1. For unadulterated outdoorsy hedonism
If you’re the kind of person whose idea of a perfect holiday includes lazy lie-ins, early doors aperitifs and nights in the hotel streaming Netflix, you can stop reading now. If you’re coming to Mammoth Lakes, you’ll want to make the most of the great outdoors.
Perhaps top of Mammoth Lakes’ roster of summer outdoor activities is the Mammoth Bike Park. When the snow melts and the Californian sun starts to do its thing, Mammoth Mountain offers some of the best single track runs in the country. There’s 128 kilometres of track across 1416 hectares of alpine mountains; plenty for both wobbly beginners and death-wishers to enjoy.
For slightly slower-paced adventure, you can paddle board or kayak in one of the many lakes in the region (June and Mono Lakes being the most impressive and photogenic of the bunch), or go hiking through wildflower meadows and pine forests. Just keep half an eye out for the black bears and elusive mountain lions that roam these parts.
© Radoslaw Lecyk/Shutterstock
2. To sip beer brewed at altitude
Based 2500m above sea level, the Mammoth Brewing Company ferments the highest altitude beers on the west coast. Founded in 1995, they use straight-from-the-mountain alpine water in the brewing process, and the resulting beers are lauded as being some of the best in Western America.
The supremely hoppy Epic IPA is our pick of their brews, although at 6.5% ABV you may want to start with a lighter option. The grassy and crisp Sierra Trout Pilsner is a solid alternative, named after the golden trout that is native to the Sierra Nevada mountain waters. For those staying off the hooch, the ultra-sweet root beer should do the job.
3. And let’s not forget the winter fun
Mammoth Lakes is, first-and-foremost, a place to carve up the snow. Over the long winter the top of Mammoth Mountain gets an average of nine metres of the white stuff.
Most people come here to ski or snowboard down imaginatively named pistes such as Gremlin’s Gulch, Wipeout Chutes and Paranoid Flats, but there’s always snowshoeing, snowmobiling or dog sledding if you’re up for trying something different.

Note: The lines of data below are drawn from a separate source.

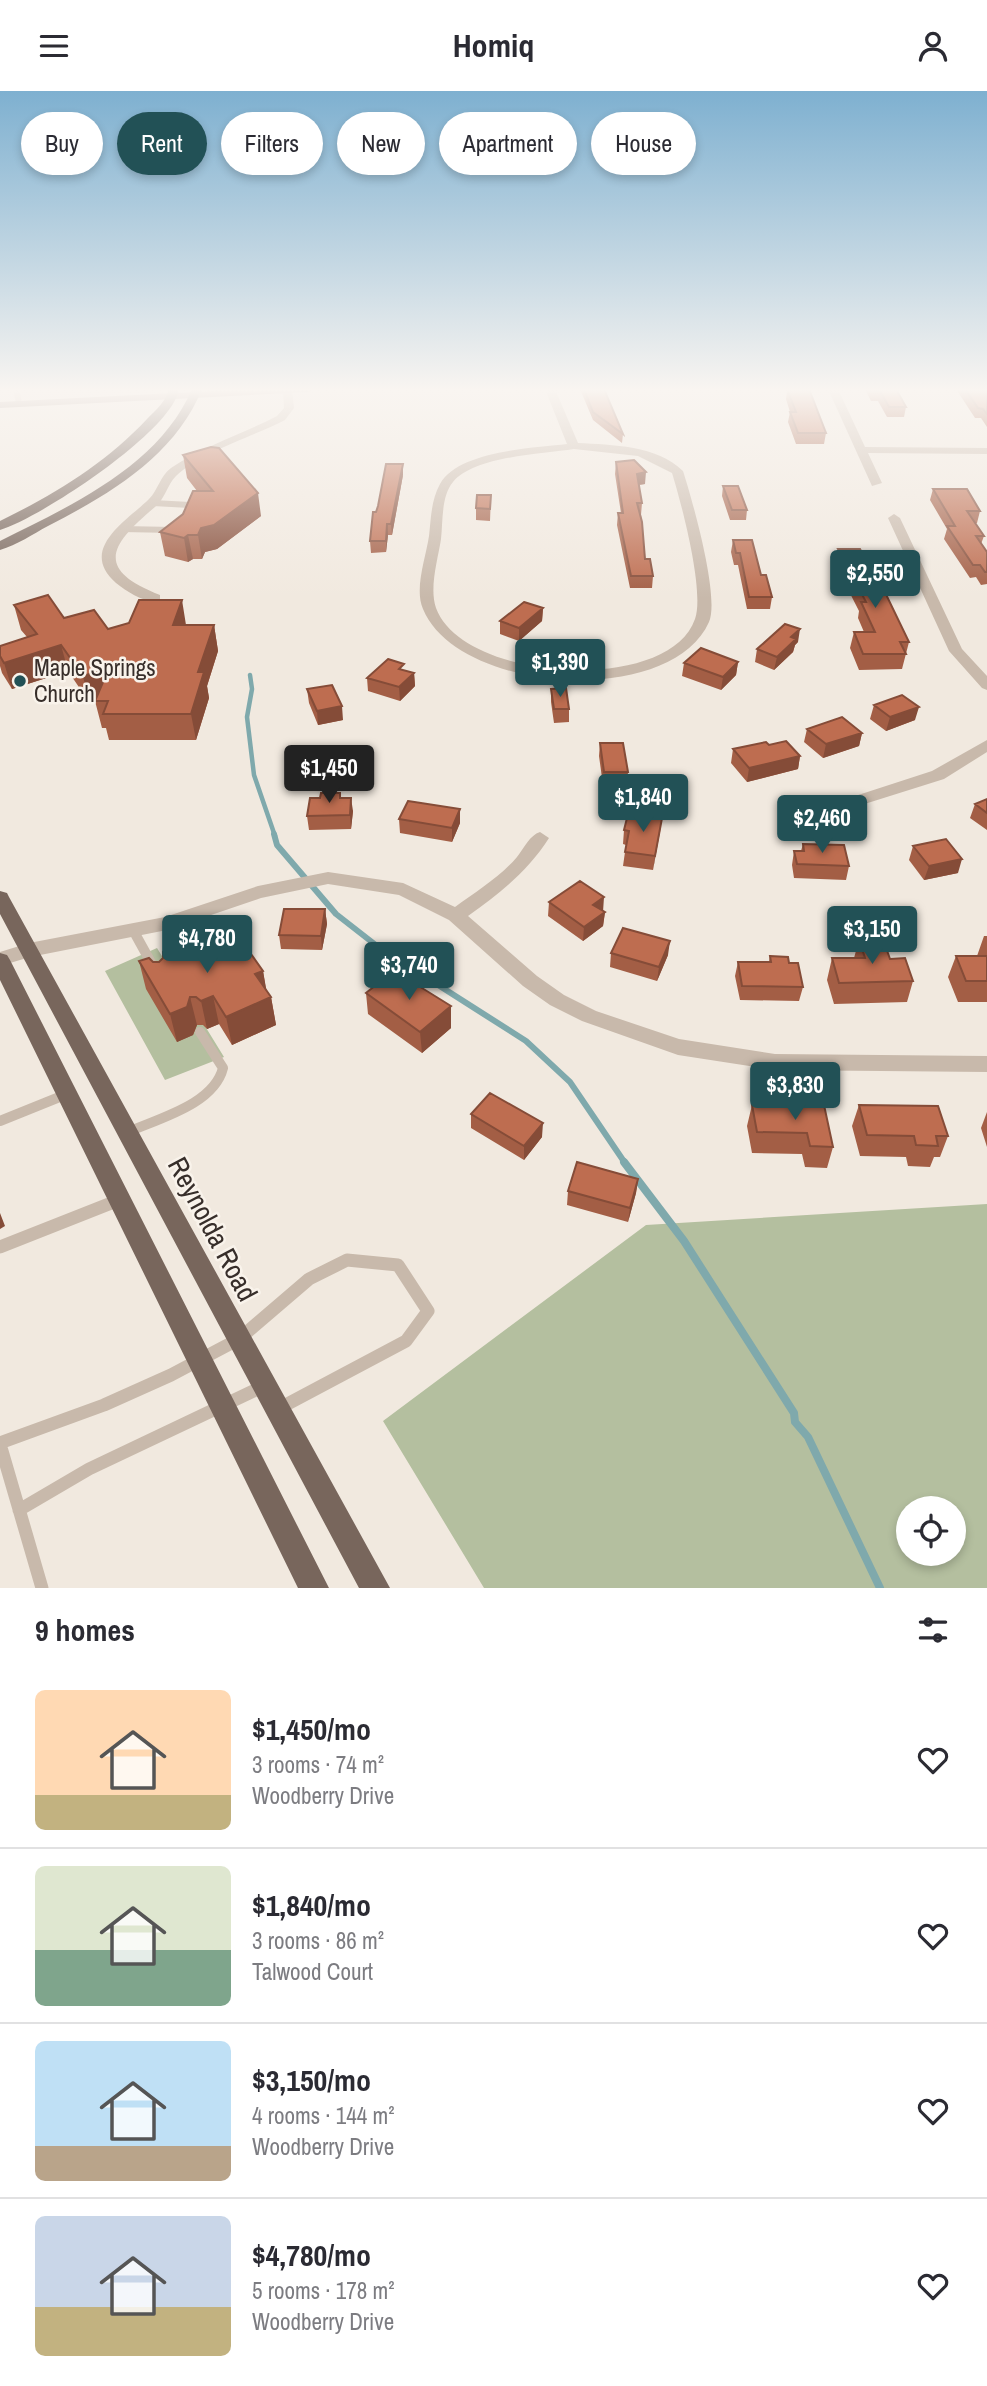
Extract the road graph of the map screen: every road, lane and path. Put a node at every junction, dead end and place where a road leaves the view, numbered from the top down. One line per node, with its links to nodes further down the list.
1 (114, 459): 11 (main road)
2 (145, 459): 14 (main road)
3 (199, 459): 8 (street)
4 (500, 459): 5 (street)
5 (651, 459)
6 (866, 459): 7 (street)
7 (876, 483)
8 (153, 503): 9 (lane); 13 (street)
9 (190, 515)
10 (894, 518): 16 (street)
11 (0, 526)
12 (184, 526): 13 (lane)
13 (122, 529): 15 (street)
14 (0, 546)
15 (155, 598)
16 (987, 685)
17 (987, 745): 18 (street)
18 (855, 802)
19 (540, 838): 21 (street)
20 (0, 897): 23 (main road, Reynolda Road)
21 (456, 915): 22 (street); 27 (street)
22 (132, 930): 23 (street); 25 (lane)
23 (29, 950): 24 (street); 30 (main road, Reynolda Road)
24 (0, 960): 28 (main road)
25 (163, 983)
26 (200, 1032): 30 (lane)
27 (987, 1064)
28 (67, 1094): 29 (lane); 31 (main road)
29 (0, 1121)
30 (128, 1132): 33 (main road, Reynolda Road)
31 (120, 1199): 32 (lane); 34 (main road)
32 (0, 1247)
33 (239, 1339): 34 (lane); 35 (main road, Reynolda Road); 37 (lane)
34 (200, 1359): 36 (main road); 38 (lane)
35 (264, 1386): 36 (lane); 37 (main road, Reynolda Road)
36 (223, 1406): 39 (lane); 41 (main road)
37 (278, 1409): 42 (main road, Reynolda Road)
38 (0, 1443): 39 (lane)
39 (19, 1510): 40 (lane)
40 (42, 1588)
41 (314, 1588)
42 (375, 1588)

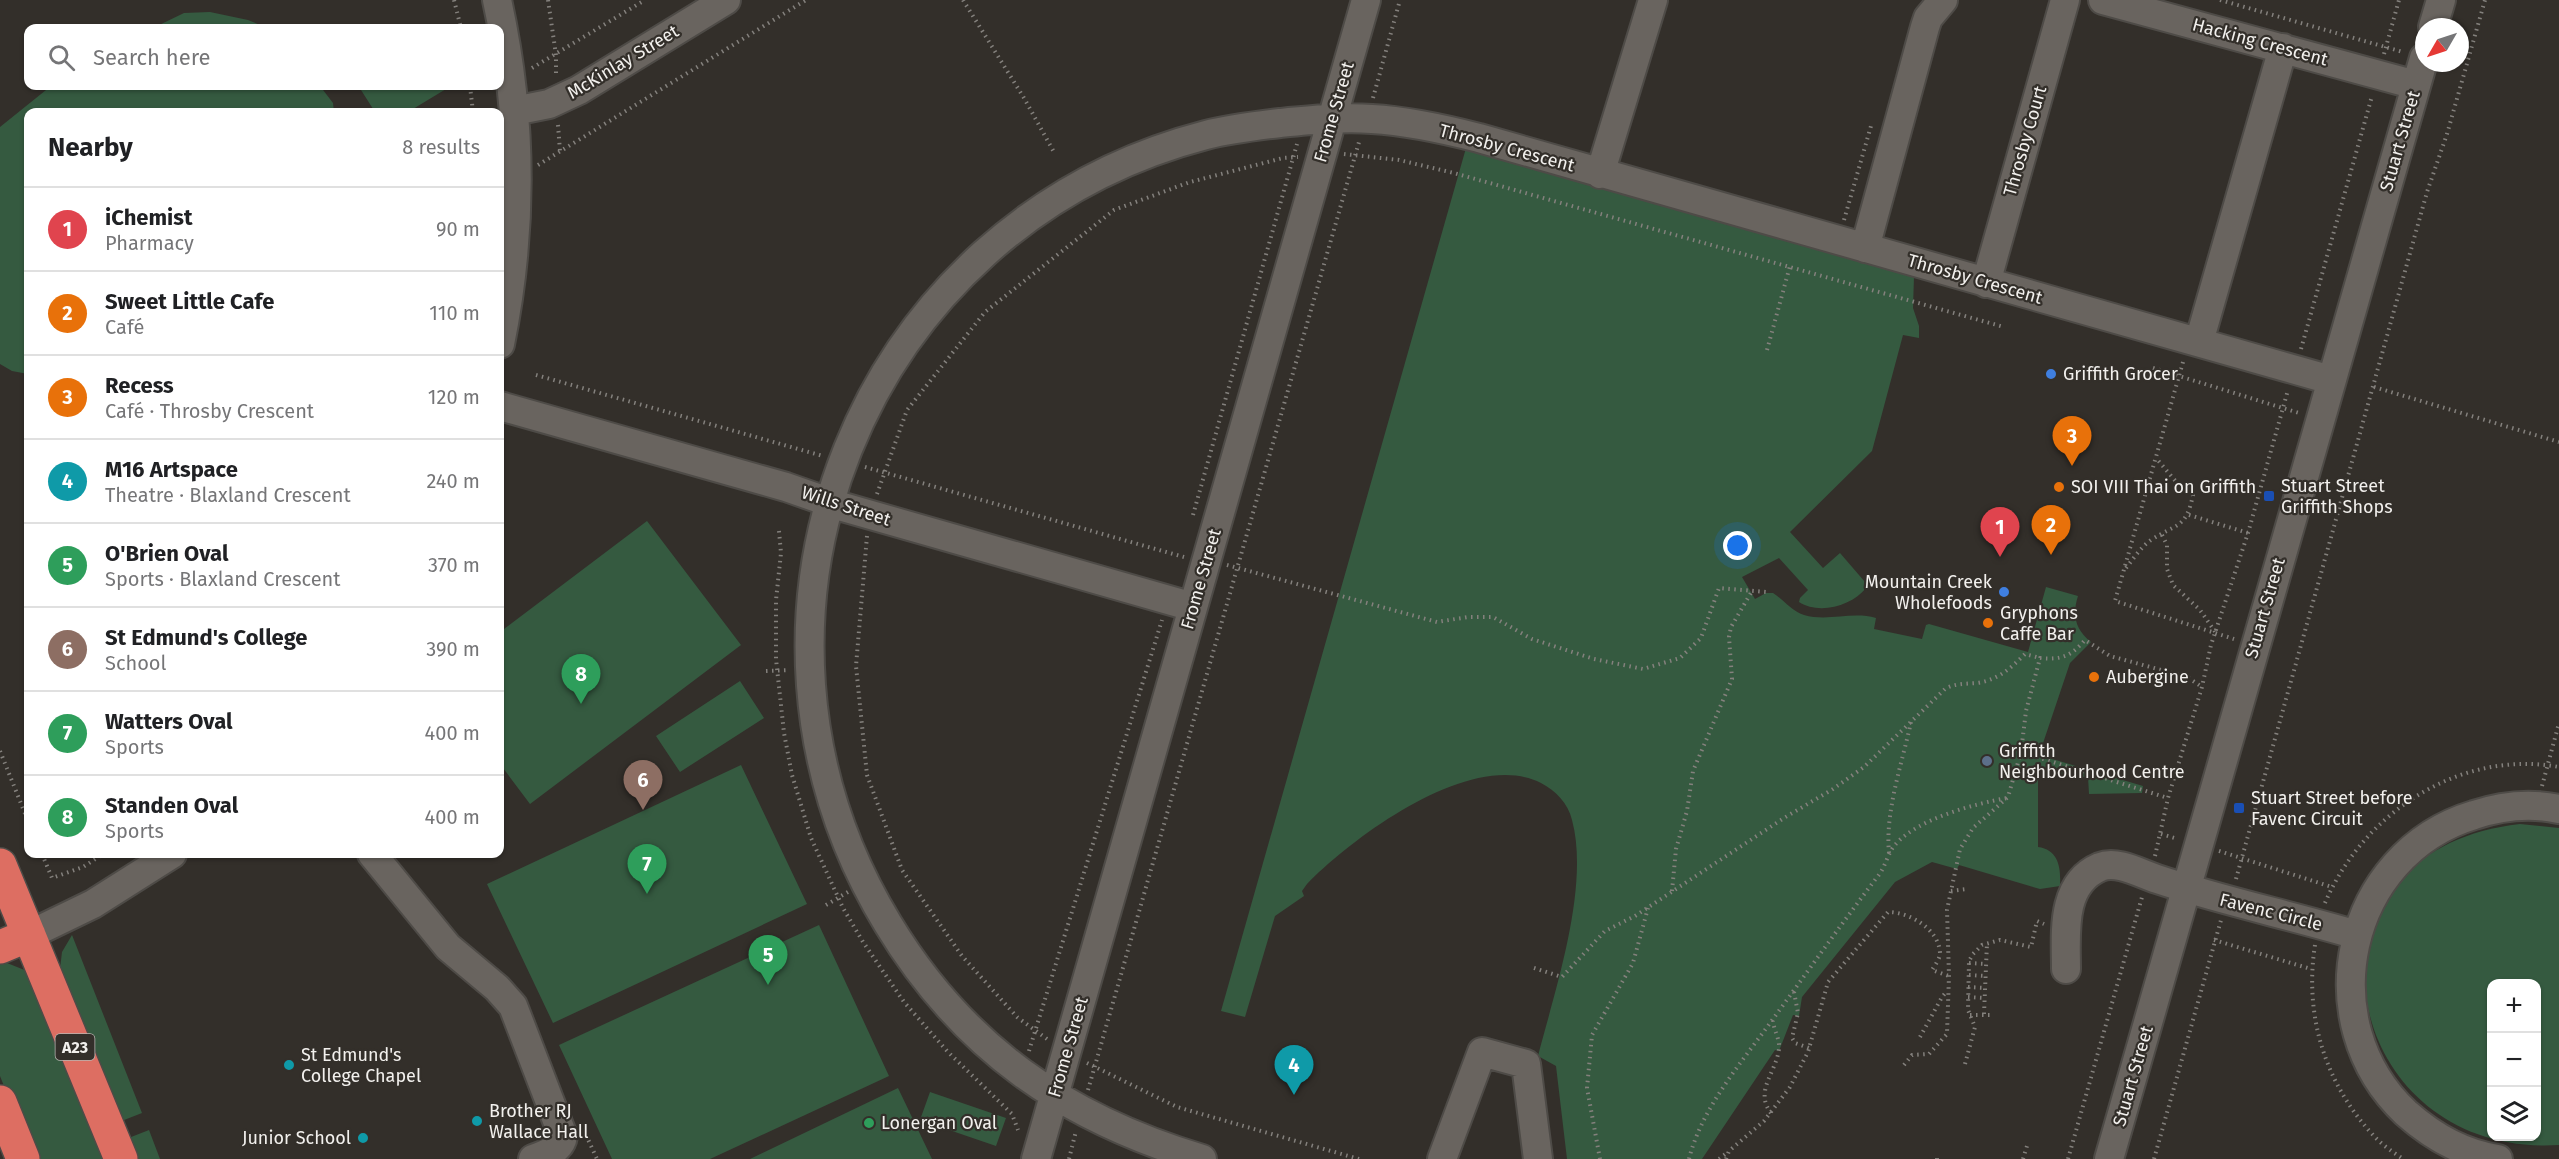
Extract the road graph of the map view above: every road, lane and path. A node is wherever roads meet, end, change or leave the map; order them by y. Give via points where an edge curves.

© Vivian Fung/Shutterstock
4. You can visit a real life ghost town
If you’ve ever read one of those ‘Spooky Abandoned Places’ lists online, there’s a good chance that it featured the gold mining town of Bodie – about 65 miles north of Mammoth Lakes.
In its heyday the town had a population of over 10,000, but about a century ago the gold industry began to dwindle and the locals left in their droves. Today, it is suspended in a state of arrested decay, with gold mines, banks and schools left just as they were in the early twentieth century.
The park rangers runs ghost walks on select nights, just in case the experience during the day wasn’t eerie enough for you.